THE FUTURE OF TRAUMA
While mortality rates
are no longer the sole markers of success for the trauma unit, there has been
no let-up in the efforts to prevent deaths. But that now extends beyond the
hospital, to outreach programmes in the community.
Some 90 per cent of
TTSH’s trauma cases are caused by blunt injuries, the majority of which are
motor vehicle accidents. So the trauma team has started giving talks on road
safety, in partnership with the Traffic Police.
The topics include
defensive driving techniques as well as the type of injuries that can be
sustained and how to treat them at an accident scene.
“Part of this public awareness
… is basically, for want of a better term, a scare tactic,” said Dr Teo, who
would rather have fewer people coming in as trauma patients in the first place.
With self-drive
holidays growing in popularity among Singaporeans, the talks are also done at
travel fairs to educate the public on “what medication to avoid, how to time
their drives, how to avoid fatigue and how to recognise fatigue”.
As of late, another
pattern of injury has also emerged – from crashes caused by personal mobility
devices (PMDs), he disclosed. And they usually involve the young, who are not
quick enough to avoid such collisions.
While he lauded the
recent move to decrease the speed limit of these devices to 10 kmh on
footpaths, he noted that there were still dangers.
“A lot of these PMDs,
if you look at it, can be used on a park connector, for which access to
immediate medical care may be far away, and therefore the first responders
would be important,” he said.
To reduce the
incidence of severe injuries, the first project his team is planning is to
engage educational institutions such as primary schools.

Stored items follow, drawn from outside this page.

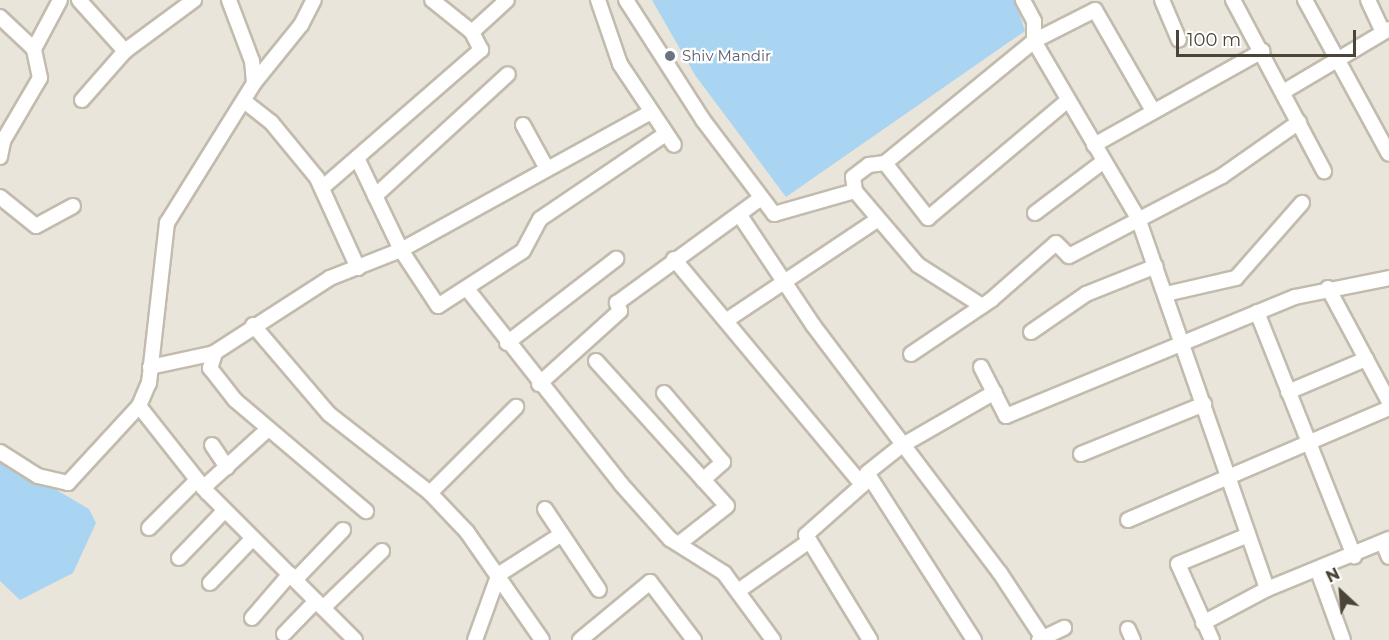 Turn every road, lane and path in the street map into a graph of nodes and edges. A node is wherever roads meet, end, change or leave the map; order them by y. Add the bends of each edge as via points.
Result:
1 (60, 0) edge
2 (78, 0) edge
3 (194, 0) edge
4 (229, 0) edge
5 (314, 0) edge
6 (432, 0) edge
7 (507, 0) edge
8 (598, 0) edge
9 (626, 0) edge
10 (1023, 0) edge
11 (1162, 0) edge
12 (1233, 0) edge
13 (1305, 0) edge
14 (1368, 0) edge
15 (0, 17) edge
16 (1386, 31) edge
17 (472, 32) junction
18 (1179, 40) dead end
19 (1034, 41) junction
20 (34, 49) junction
21 (125, 51) junction
22 (1262, 51) junction
23 (1340, 61) junction
24 (508, 74) dead end
25 (254, 83) junction
26 (1283, 92) junction
27 (82, 100) dead end
28 (244, 100) junction
29 (1067, 100) junction
30 (1152, 109) junction
31 (649, 113) junction
32 (1299, 122) junction
33 (523, 125) dead end
34 (1, 141) edge
35 (1094, 144) junction
36 (1389, 154) edge
37 (0, 157) edge
38 (357, 158) junction
39 (1104, 161) junction
40 (885, 164) junction
41 (546, 167) junction
42 (1324, 171) dead end
43 (322, 188) junction
44 (855, 191) junction
45 (375, 196) junction
46 (0, 197) edge
47 (762, 198) junction
48 (1302, 203) dead end
49 (73, 206) dead end
50 (1035, 213) dead end
51 (741, 217) junction
52 (1138, 218) junction
53 (877, 220) junction
54 (401, 250) junction
55 (616, 259) dead end
56 (674, 259) junction
57 (1156, 266) junction
58 (358, 268) junction
59 (1389, 278) edge
60 (786, 280) junction
61 (1328, 288) junction
62 (468, 290) junction
63 (1166, 294) junction
64 (982, 306) junction
65 (1257, 312) junction
66 (727, 320) junction
67 (253, 325) junction
68 (1031, 332) dead end
69 (1183, 342) junction
70 (507, 343) junction
71 (214, 353) junction
72 (911, 354) dead end
73 (1366, 359) junction
74 (596, 361) dead end
75 (150, 367) junction
76 (981, 367) dead end
77 (539, 384) junction
78 (996, 392) junction
79 (1288, 392) junction
80 (664, 393) dead end
81 (1389, 402) edge
82 (1204, 404) junction
83 (139, 406) junction
84 (516, 408) dead end
85 (1389, 408) edge
86 (267, 430) junction
87 (1307, 444) junction
88 (212, 445) dead end
89 (902, 446) junction
90 (0, 452) edge
91 (1081, 453) dead end
92 (227, 467) junction
93 (1228, 474) junction
94 (703, 480) junction
95 (865, 482) junction
96 (200, 484) junction
97 (430, 493) junction
98 (545, 509) dead end
99 (225, 510) junction
100 (366, 511) dead end
101 (1128, 520) dead end
102 (149, 528) dead end
103 (344, 530) dead end
104 (562, 534) junction
105 (1248, 535) junction
106 (253, 538) junction
107 (1386, 541) edge
108 (808, 542) junction
109 (680, 543) junction
110 (382, 550) dead end
111 (1354, 556) junction
112 (1389, 557) edge
113 (179, 558) dead end
114 (1318, 571) junction
115 (500, 575) junction
116 (293, 576) junction
117 (210, 583) dead end
118 (1267, 589) junction
119 (599, 590) dead end
120 (738, 591) junction
121 (319, 605) junction
122 (252, 618) dead end
123 (1203, 623) junction
124 (1064, 628) dead end
125 (284, 634) dead end
126 (1042, 639) edge
127 (355, 640) edge
128 (475, 640) edge
129 (542, 640) edge
130 (580, 640) edge
131 (694, 640) edge
132 (773, 640) edge
133 (870, 640) edge
134 (974, 640) edge
135 (1212, 640) edge
136 (1344, 640) edge

1 - 20 street
2 - 21 street
3 - 21 street
4 - 25 street via 252,61
5 - 25 street via 301,25
6 - 17 street
7 - 17 street
8 - 31 street via 620,64
9 - 47 street via 703,120
10 - 19 street via 1034,21
11 - 18 street
12 - 22 street
13 - 23 street
14 - 16 street
15 - 20 street
16 - 23 street
17 - 38 street via 481,50
19 - 29 street
19 - 30 street via 1095,10 1130,62
19 - 40 street
20 - 34 street via 40,78
21 - 27 street
22 - 26 street
22 - 30 street
23 - 26 street
23 - 36 street
24 - 45 street
25 - 28 street
26 - 32 street
28 - 43 street via 271,122
28 - 75 street via 167,223
29 - 35 street
29 - 40 street via 928,219
30 - 35 street
31 - 41 street
31 - 62 street via 669,140 540,219 523,251
32 - 42 street
32 - 52 street via 1222,176
33 - 41 street
34 - 37 street
35 - 39 street
38 - 43 street
38 - 45 street
39 - 50 street
39 - 52 street
40 - 44 street via 869,165 853,177
41 - 54 street
43 - 58 street
44 - 47 street via 774,214
44 - 53 street
45 - 54 street
46 - 49 street via 36,226
47 - 51 street
48 - 63 street via 1236,278
51 - 56 street
51 - 60 street
52 - 57 street
52 - 64 street via 1068,256 1056,243
53 - 60 street
53 - 64 street via 918,265
54 - 58 street
54 - 62 street via 438,306
55 - 70 street
56 - 66 street
56 - 77 street via 617,303 620,311
57 - 63 street
57 - 68 street via 1086,294
58 - 67 street via 330,278
59 - 61 street
60 - 66 street
60 - 89 street
61 - 65 street
61 - 73 street
62 - 70 street
63 - 69 street
64 - 72 street
65 - 69 street
65 - 79 street
66 - 95 street
67 - 71 street
67 - 97 street via 329,414
69 - 78 street via 1006,416
69 - 82 street
70 - 77 street
71 - 75 street
71 - 86 street via 210,368
73 - 79 street
73 - 81 street
74 - 94 street
75 - 83 street
76 - 78 street
77 - 109 street via 621,484
78 - 89 street
79 - 87 street
80 - 94 street via 723,462
82 - 91 street
82 - 93 street
83 - 90 street via 68,483 38,476
83 - 96 street
84 - 97 street
85 - 87 street
86 - 92 street
86 - 100 street
87 - 93 street
87 - 111 street
88 - 92 street
89 - 95 street via 867,472
89 - 126 street via 1000,573
92 - 96 street
93 - 101 street
93 - 105 street
94 - 109 street via 727,506
95 - 108 street via 806,535
95 - 134 street
96 - 99 street
96 - 102 street
97 - 115 street
98 - 104 street
99 - 106 street
99 - 113 street
103 - 116 street
104 - 115 street
104 - 119 street
105 - 118 street
105 - 123 street via 1178,564
106 - 116 street
106 - 117 street
107 - 111 street
107 - 112 street
108 - 120 street
108 - 133 street
109 - 120 street via 724,573
110 - 121 street
111 - 114 street
114 - 118 street
114 - 136 street
115 - 128 street
115 - 129 street
116 - 121 street
116 - 122 street
118 - 123 street
120 - 132 street
121 - 125 street
121 - 127 street
123 - 135 street
124 - 126 street
130 - 131 street via 650,582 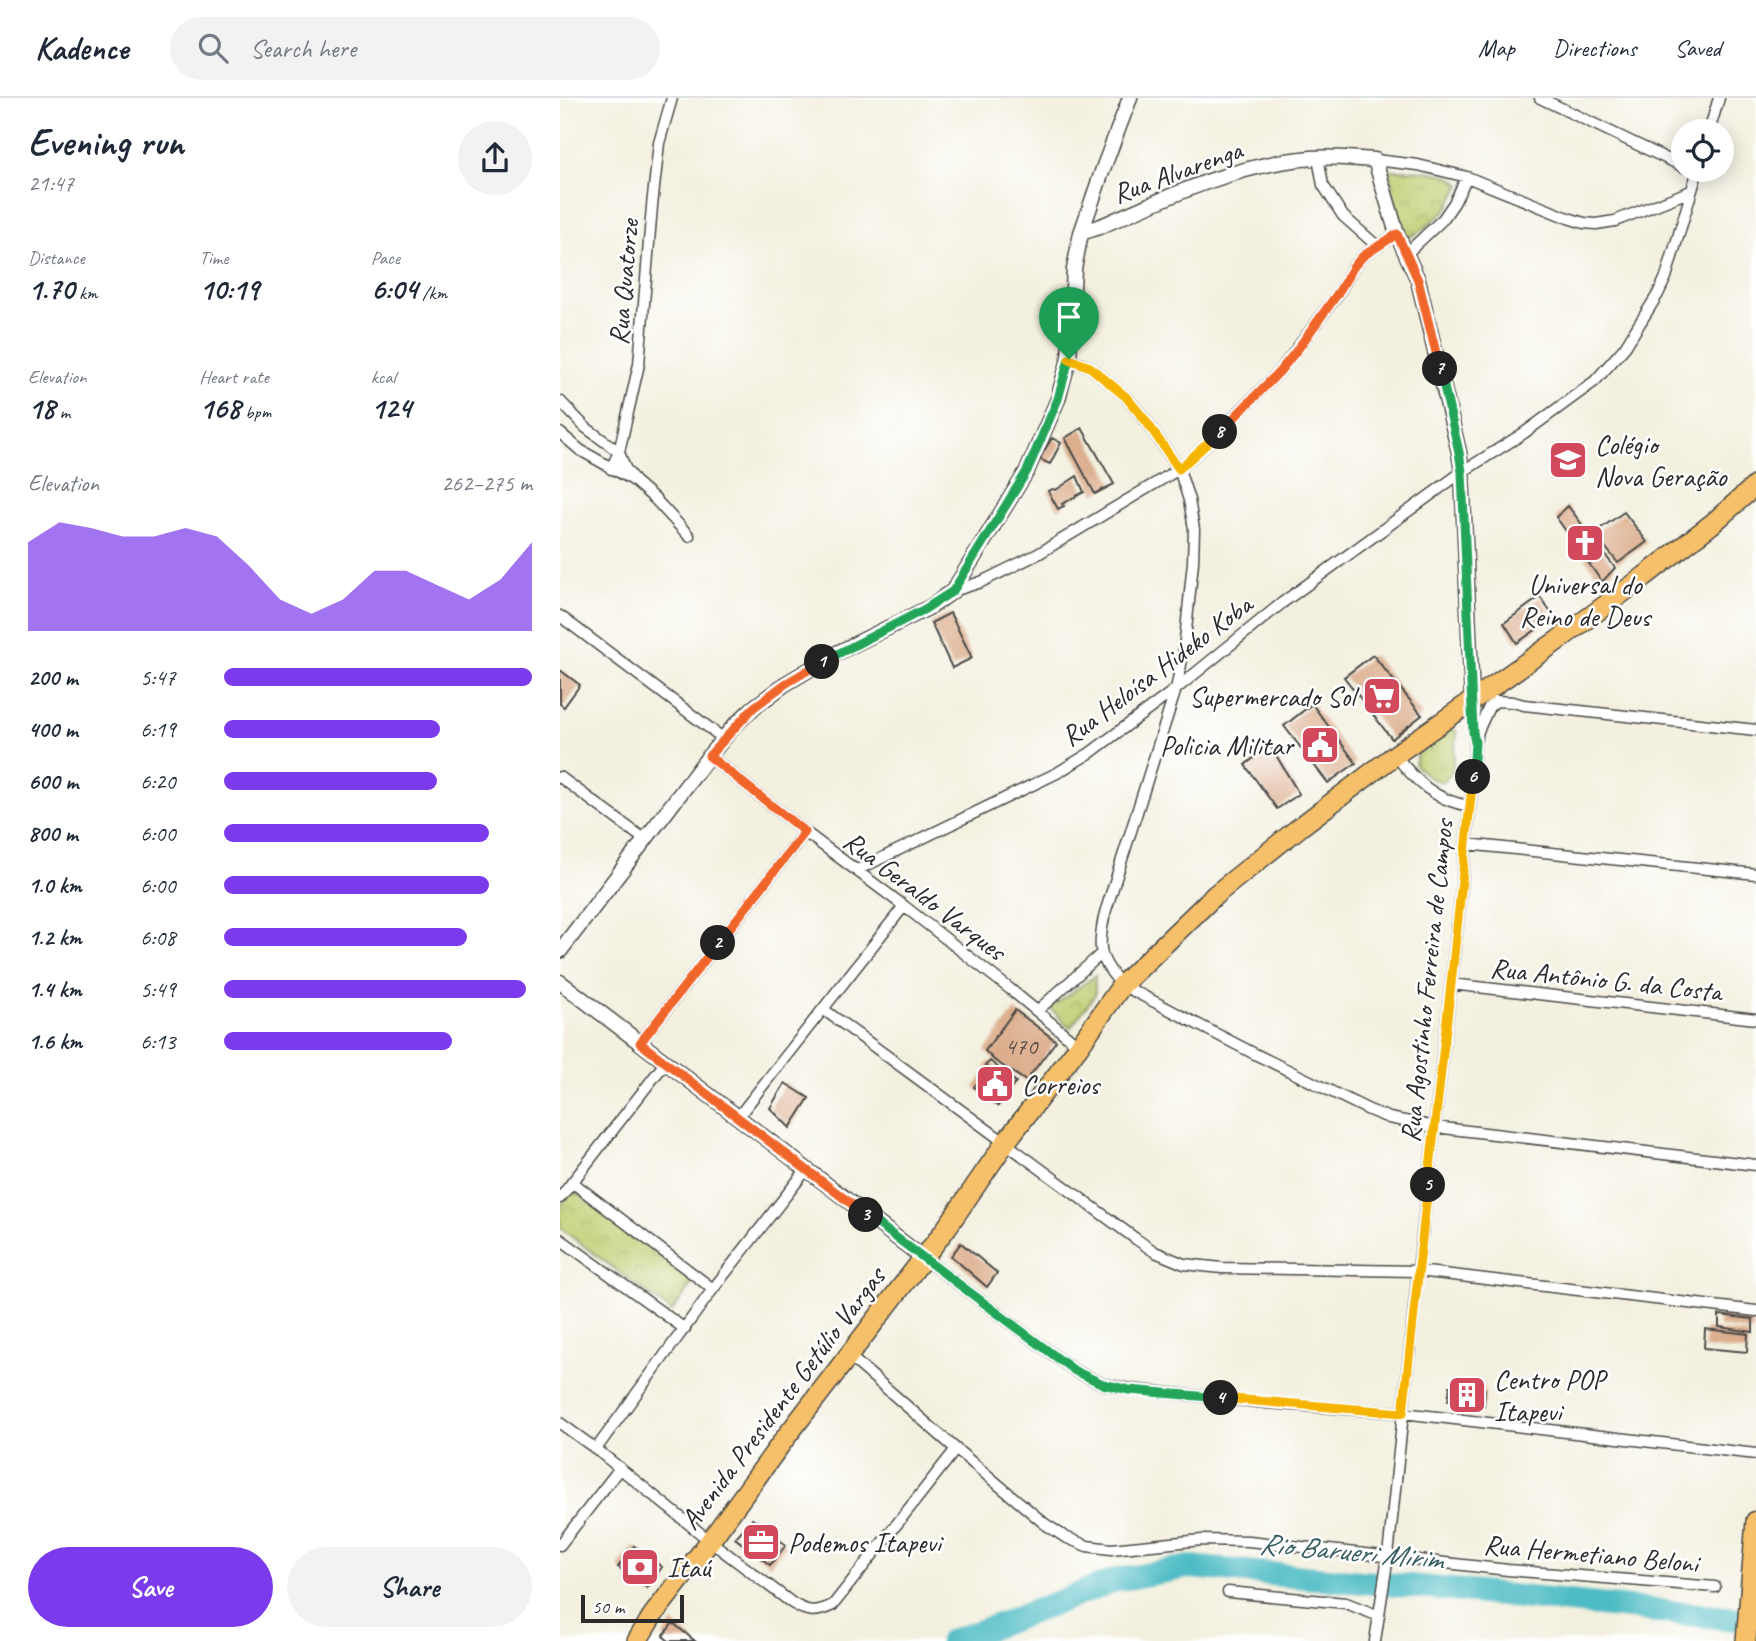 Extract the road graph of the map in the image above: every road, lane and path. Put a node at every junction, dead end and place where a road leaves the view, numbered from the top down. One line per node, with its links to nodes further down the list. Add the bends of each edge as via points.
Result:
1 (672, 98): 19 (street, Rua Quatorze, via 659,143 639,364)
2 (1130, 98): 12 (street)
3 (1540, 98): 8 (street)
4 (1719, 98): 5 (street)
5 (1713, 119)
6 (1318, 158): 7 (street, Rua Alvarenga); 12 (street, Rua Alvarenga, via 1221,176); 14 (street, via 1324,185 1343,216)
7 (1376, 160): 9 (street); 13 (street, Rua Agostinho Ferreira de Campos)
8 (1671, 161)
9 (1467, 177): 11 (street, via 1568,218 1597,224); 15 (street, via 1443,219)
10 (1692, 182): 11 (street, Rua Heloísa Hideko Koba)
11 (1690, 191): 22 (street, Rua Heloísa Hideko Koba, via 1666,277 1625,347 1595,381)
12 (1081, 233): 16 (street, via 1074,269)
13 (1397, 234): 14 (street); 15 (street, Rua Agostinho Ferreira de Campos)
14 (1377, 246): 21 (street, via 1354,266 1280,371)
15 (1407, 253): 22 (street, Rua Agostinho Ferreira de Campos)
16 (1069, 359): 21 (street, via 1090,367 1126,397); 26 (street, via 1058,399 1027,471)
17 (560, 401): 19 (street)
18 (560, 433): 20 (street)
19 (620, 452): 20 (street, Rua Quatorze); 23 (street)
20 (611, 469): 23 (street)
21 (1179, 469): 26 (street, via 1038,554); 28 (street, via 1194,529 1184,650)
22 (1462, 472): 28 (street, Rua Heloísa Hideko Koba, via 1282,603); 29 (street, Rua Agostinho Ferreira de Campos)
23 (633, 480): 25 (street)
24 (1756, 485): 29 (highway, Avenida Presidente Getúlio Vargas)
25 (689, 536)
26 (953, 591): 31 (street, via 785,684 753,708)
27 (560, 616): 31 (street)
28 (1176, 689): 40 (street, Rua Heloísa Hideko Koba, via 1057,773); 44 (street, via 1105,914)
29 (1480, 704): 30 (street, via 1502,701); 32 (street, Rua Agostinho Ferreira de Campos); 32 (street); 33 (highway, Avenida Presidente Getúlio Vargas)
30 (1756, 730)
31 (724, 739): 34 (street)
32 (1475, 742): 36 (street, Rua Agostinho Ferreira de Campos)
33 (1395, 755): 36 (street, via 1431,792); 47 (highway, Avenida Presidente Getúlio Vargas, via 1215,895)
34 (709, 756): 37 (street, Rua Geraldo Varques); 38 (street)
35 (560, 777): 38 (street)
36 (1470, 806): 39 (street, Rua Agostinho Ferreira de Campos)
37 (805, 832): 40 (street, Rua Geraldo Varques); 51 (street)
38 (644, 839): 43 (street)
39 (1466, 844): 41 (street); 46 (street, Rua Agostinho Ferreira de Campos)
40 (858, 870): 42 (street, Rua Geraldo Varques)
41 (1756, 874)
42 (904, 906): 48 (street); 49 (street, Rua Geraldo Varques)
43 (560, 951)
44 (1101, 954): 47 (street); 49 (street)
45 (560, 982): 51 (street)
46 (1451, 984): 50 (street, Rua Antônio G. da Costa); 55 (street, Rua Agostinho Ferreira de Campos)
47 (1122, 985): 52 (highway, Avenida Presidente Getúlio Vargas); 55 (street, via 1369,1110)
48 (823, 1009): 54 (street); 56 (street)
49 (1037, 1011): 52 (street, Rua Geraldo Varques)
50 (1756, 1018)
51 (640, 1043): 53 (street)
52 (1079, 1046): 56 (highway, Avenida Presidente Getúlio Vargas)
53 (665, 1063): 54 (street); 59 (street)
54 (738, 1116): 58 (street)
55 (1434, 1127): 57 (street); 63 (street, Rua Agostinho Ferreira de Campos)
56 (1005, 1143): 62 (highway, Avenida Presidente Getúlio Vargas); 63 (street, via 1136,1239 1184,1264)
57 (1756, 1165)
58 (806, 1170): 62 (street); 64 (street)
59 (572, 1182): 60 (street); 64 (street)
60 (560, 1198)
61 (560, 1239): 66 (street)
62 (922, 1257): 67 (highway, Avenida Presidente Getúlio Vargas); 68 (street, via 1075,1371 1103,1384)
63 (1418, 1271): 65 (street); 68 (street, Rua Agostinho Ferreira de Campos)
64 (713, 1289): 66 (street)
65 (1756, 1311)
66 (685, 1329): 70 (street)
67 (848, 1355): 71 (street); 75 (highway, Avenida Presidente Getúlio Vargas)
68 (1403, 1413): 72 (street); 77 (street, Rua Agostinho Ferreira de Campos)
69 (560, 1423): 70 (street)
70 (596, 1449): 73 (street)
71 (956, 1449): 75 (street, via 833,1605 822,1610 803,1610 792,1604); 77 (street, Rua Hermetiano Beloni, via 1045,1524 1087,1546 1111,1549 1223,1539)
72 (1756, 1454)
73 (620, 1468): 75 (street); 76 (street)
74 (1756, 1521): 83 (highway)
75 (710, 1541): 81 (highway, Avenida Presidente Getúlio Vargas)
76 (560, 1545)
77 (1388, 1556): 78 (street, Rua Hermetiano Beloni); 80 (street, Rua Agostinho Ferreira de Campos)
78 (1715, 1587)
79 (1228, 1592): 80 (street, via 1346,1603)
80 (1379, 1616): 82 (street, Rua Agostinho Ferreira de Campos)
81 (643, 1633)
82 (1376, 1641)
83 (1746, 1641)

The trauma unit will
also be publishing a research paper on the issue next year.
As education, research
and prevention become part of the mature trauma system alongside emergency and
rehabilitative care, Dr Teo’s team has expanded.
He now has 10 junior
doctors, which has also allowed him to look into collaborating with other
hospitals whose facilities or trauma service are not at the level of TTSH, to
help them manage trauma patients.
Most of all, however,
he is pinning his hopes for the future of trauma care on the next generation.
“We hope that we can
attract more people to be interested in trauma care, not only the surgical part
of it, but also the overall trauma care of the patient and the holistic care,”
he said.
Despite the long hours
and emotions running high sometimes, Dr Teo still manages to personify calm on
the job – one of the key attributes he said a trauma surgeon must bring to a
“very chaotic situation”.
Then there is his
sense of humour, sometimes morbid – especially in the operating theatre – but
also meant to produce a calming effect on colleagues and patients alike; for
example, when he checked on despatch rider Rafidah Eunos during his rounds.
The 30-year-old had
been in an accident and needed stitches on her lip, among other treatments, but
did not think it was necessary. “Can just leave it, lah,” she told him.
“You want to leave it,
ah? No lah, you want to keep it
pretty, right?” he replied in mock surprise. “Then next time you can still go
for Miss Universe.”
Press him about what
he has given up for the job, and he is emphatic that the word “sacrifice”
should not come into something that one does willingly. And he looks no further
than his patients to find the rewards.
“Some of my friends
say, ‘You abuse yourself, you abuse your body, just to do this. Is it worth
it?’” he said. “It’s worth it, because otherwise a young life would be lost.”